### EXERCISE
Return every record below exactly.

======== SOURCE RECORDS ========

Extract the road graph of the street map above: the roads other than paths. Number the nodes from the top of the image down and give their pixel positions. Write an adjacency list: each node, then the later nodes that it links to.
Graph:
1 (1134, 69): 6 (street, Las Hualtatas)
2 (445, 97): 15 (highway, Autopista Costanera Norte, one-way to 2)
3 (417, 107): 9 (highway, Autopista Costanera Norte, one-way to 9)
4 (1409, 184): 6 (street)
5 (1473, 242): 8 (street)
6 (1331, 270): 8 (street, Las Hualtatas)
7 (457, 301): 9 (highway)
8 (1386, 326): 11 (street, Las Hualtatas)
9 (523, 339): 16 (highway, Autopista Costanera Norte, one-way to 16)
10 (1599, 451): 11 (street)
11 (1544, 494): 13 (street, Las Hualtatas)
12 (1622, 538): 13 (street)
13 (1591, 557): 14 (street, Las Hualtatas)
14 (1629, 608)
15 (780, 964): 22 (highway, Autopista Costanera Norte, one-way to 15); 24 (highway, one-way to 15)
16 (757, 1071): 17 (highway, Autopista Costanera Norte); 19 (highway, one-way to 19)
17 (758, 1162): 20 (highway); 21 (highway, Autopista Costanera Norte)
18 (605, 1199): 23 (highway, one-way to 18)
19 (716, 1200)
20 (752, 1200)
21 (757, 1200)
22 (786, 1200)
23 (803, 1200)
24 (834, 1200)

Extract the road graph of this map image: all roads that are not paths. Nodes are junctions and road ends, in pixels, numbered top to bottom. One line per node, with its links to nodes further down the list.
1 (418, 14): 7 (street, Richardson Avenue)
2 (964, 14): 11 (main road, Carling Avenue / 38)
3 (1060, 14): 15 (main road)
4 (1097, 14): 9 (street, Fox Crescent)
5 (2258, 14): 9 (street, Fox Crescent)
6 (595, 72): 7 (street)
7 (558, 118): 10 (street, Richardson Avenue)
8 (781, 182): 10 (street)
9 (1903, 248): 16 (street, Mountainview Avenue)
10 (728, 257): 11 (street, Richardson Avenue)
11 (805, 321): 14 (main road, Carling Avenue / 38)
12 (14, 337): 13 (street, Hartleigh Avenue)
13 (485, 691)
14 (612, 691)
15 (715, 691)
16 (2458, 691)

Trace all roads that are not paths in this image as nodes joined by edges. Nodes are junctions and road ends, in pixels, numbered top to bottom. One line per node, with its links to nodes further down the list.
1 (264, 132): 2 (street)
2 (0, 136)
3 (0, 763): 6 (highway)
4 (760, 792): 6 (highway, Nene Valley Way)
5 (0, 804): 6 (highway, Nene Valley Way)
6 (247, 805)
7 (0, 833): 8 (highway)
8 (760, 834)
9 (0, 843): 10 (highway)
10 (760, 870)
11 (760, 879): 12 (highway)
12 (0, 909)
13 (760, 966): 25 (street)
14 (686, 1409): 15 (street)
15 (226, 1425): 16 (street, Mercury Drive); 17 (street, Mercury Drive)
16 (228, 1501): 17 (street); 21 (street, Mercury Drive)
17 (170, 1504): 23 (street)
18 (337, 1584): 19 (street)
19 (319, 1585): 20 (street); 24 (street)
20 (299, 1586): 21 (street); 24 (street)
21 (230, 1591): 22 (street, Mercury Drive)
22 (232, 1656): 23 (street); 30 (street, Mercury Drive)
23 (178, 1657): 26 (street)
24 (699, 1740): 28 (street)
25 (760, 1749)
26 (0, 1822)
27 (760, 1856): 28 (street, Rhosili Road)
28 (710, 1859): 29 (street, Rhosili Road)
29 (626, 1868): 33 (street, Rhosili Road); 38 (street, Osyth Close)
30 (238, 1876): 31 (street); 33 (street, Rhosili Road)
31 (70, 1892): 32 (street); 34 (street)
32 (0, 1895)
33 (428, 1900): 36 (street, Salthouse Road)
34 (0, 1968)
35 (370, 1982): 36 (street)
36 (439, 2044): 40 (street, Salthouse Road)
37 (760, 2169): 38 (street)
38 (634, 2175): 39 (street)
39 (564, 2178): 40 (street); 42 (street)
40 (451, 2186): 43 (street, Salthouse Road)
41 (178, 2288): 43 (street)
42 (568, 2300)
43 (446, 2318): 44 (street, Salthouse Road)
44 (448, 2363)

========

### RESPONSE AREA
Extract the road graph of the street map above: the roads other than paths. Number the nodes from the top of the image down and give their pixel positions. Write an adjacency list: each node, then the later nodes that it links to.
Graph:
1 (1134, 69): 6 (street, Las Hualtatas)
2 (445, 97): 15 (highway, Autopista Costanera Norte, one-way to 2)
3 (417, 107): 9 (highway, Autopista Costanera Norte, one-way to 9)
4 (1409, 184): 6 (street)
5 (1473, 242): 8 (street)
6 (1331, 270): 8 (street, Las Hualtatas)
7 (457, 301): 9 (highway)
8 (1386, 326): 11 (street, Las Hualtatas)
9 (523, 339): 16 (highway, Autopista Costanera Norte, one-way to 16)
10 (1599, 451): 11 (street)
11 (1544, 494): 13 (street, Las Hualtatas)
12 (1622, 538): 13 (street)
13 (1591, 557): 14 (street, Las Hualtatas)
14 (1629, 608)
15 (780, 964): 22 (highway, Autopista Costanera Norte, one-way to 15); 24 (highway, one-way to 15)
16 (757, 1071): 17 (highway, Autopista Costanera Norte); 19 (highway, one-way to 19)
17 (758, 1162): 20 (highway); 21 (highway, Autopista Costanera Norte)
18 (605, 1199): 23 (highway, one-way to 18)
19 (716, 1200)
20 (752, 1200)
21 (757, 1200)
22 (786, 1200)
23 (803, 1200)
24 (834, 1200)

Extract the road graph of this map image: all roads that are not paths. Nodes are junctions and road ends, in pixels, numbered top to bottom. One line per node, with its links to nodes further down the list.
1 (418, 14): 7 (street, Richardson Avenue)
2 (964, 14): 11 (main road, Carling Avenue / 38)
3 (1060, 14): 15 (main road)
4 (1097, 14): 9 (street, Fox Crescent)
5 (2258, 14): 9 (street, Fox Crescent)
6 (595, 72): 7 (street)
7 (558, 118): 10 (street, Richardson Avenue)
8 (781, 182): 10 (street)
9 (1903, 248): 16 (street, Mountainview Avenue)
10 (728, 257): 11 (street, Richardson Avenue)
11 (805, 321): 14 (main road, Carling Avenue / 38)
12 (14, 337): 13 (street, Hartleigh Avenue)
13 (485, 691)
14 (612, 691)
15 (715, 691)
16 (2458, 691)

Trace all roads that are not paths in this image as nodes joined by edges. Nodes are junctions and road ends, in pixels, numbered top to bottom. One line per node, with its links to nodes further down the list.
1 (264, 132): 2 (street)
2 (0, 136)
3 (0, 763): 6 (highway)
4 (760, 792): 6 (highway, Nene Valley Way)
5 (0, 804): 6 (highway, Nene Valley Way)
6 (247, 805)
7 (0, 833): 8 (highway)
8 (760, 834)
9 (0, 843): 10 (highway)
10 (760, 870)
11 (760, 879): 12 (highway)
12 (0, 909)
13 (760, 966): 25 (street)
14 (686, 1409): 15 (street)
15 (226, 1425): 16 (street, Mercury Drive); 17 (street, Mercury Drive)
16 (228, 1501): 17 (street); 21 (street, Mercury Drive)
17 (170, 1504): 23 (street)
18 (337, 1584): 19 (street)
19 (319, 1585): 20 (street); 24 (street)
20 (299, 1586): 21 (street); 24 (street)
21 (230, 1591): 22 (street, Mercury Drive)
22 (232, 1656): 23 (street); 30 (street, Mercury Drive)
23 (178, 1657): 26 (street)
24 (699, 1740): 28 (street)
25 (760, 1749)
26 (0, 1822)
27 (760, 1856): 28 (street, Rhosili Road)
28 (710, 1859): 29 (street, Rhosili Road)
29 (626, 1868): 33 (street, Rhosili Road); 38 (street, Osyth Close)
30 (238, 1876): 31 (street); 33 (street, Rhosili Road)
31 (70, 1892): 32 (street); 34 (street)
32 (0, 1895)
33 (428, 1900): 36 (street, Salthouse Road)
34 (0, 1968)
35 (370, 1982): 36 (street)
36 (439, 2044): 40 (street, Salthouse Road)
37 (760, 2169): 38 (street)
38 (634, 2175): 39 (street)
39 (564, 2178): 40 (street); 42 (street)
40 (451, 2186): 43 (street, Salthouse Road)
41 (178, 2288): 43 (street)
42 (568, 2300)
43 (446, 2318): 44 (street, Salthouse Road)
44 (448, 2363)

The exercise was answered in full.